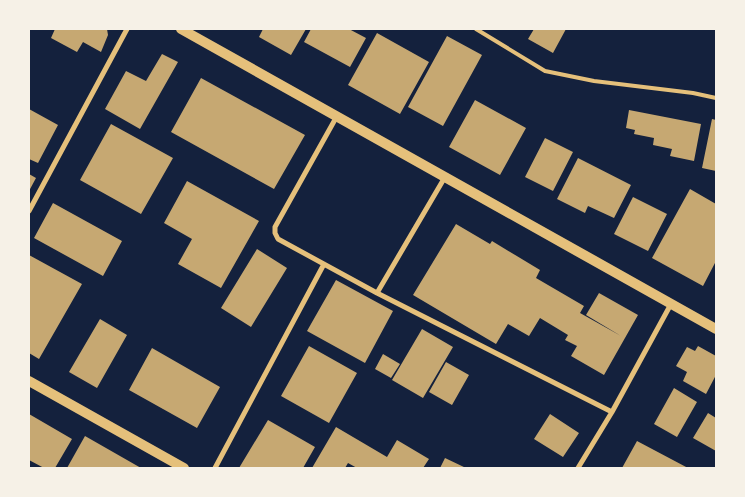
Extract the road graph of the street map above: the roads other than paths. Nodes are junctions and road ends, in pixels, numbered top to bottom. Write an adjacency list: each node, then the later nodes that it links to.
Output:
1 (127, 29): 7 (street)
2 (181, 29): 5 (main road)
3 (476, 29): 4 (lane)
4 (716, 98)
5 (337, 116): 6 (main road); 8 (street)
6 (445, 177): 9 (street); 10 (main road)
7 (29, 210)
8 (324, 264): 9 (street); 15 (street)
9 (377, 293): 13 (street)
10 (671, 304): 11 (main road); 13 (street)
11 (716, 329)
12 (29, 381): 14 (main road)
13 (612, 412): 16 (street)
14 (184, 468)
15 (215, 468)
16 (578, 468)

+++++

Exercise description: Where an entry includes an image, leave that image out; otherwise, reproduce everything exactly.

Solution:
Extract the road graph of the street map above: the roads other than paths. Nodes are junctions and road ends, in pixels, numbered top to bottom. Write an adjacency list: each node, then the later nodes that it links to.
Output:
1 (127, 29): 7 (street)
2 (181, 29): 5 (main road)
3 (476, 29): 4 (lane)
4 (716, 98)
5 (337, 116): 6 (main road); 8 (street)
6 (445, 177): 9 (street); 10 (main road)
7 (29, 210)
8 (324, 264): 9 (street); 15 (street)
9 (377, 293): 13 (street)
10 (671, 304): 11 (main road); 13 (street)
11 (716, 329)
12 (29, 381): 14 (main road)
13 (612, 412): 16 (street)
14 (184, 468)
15 (215, 468)
16 (578, 468)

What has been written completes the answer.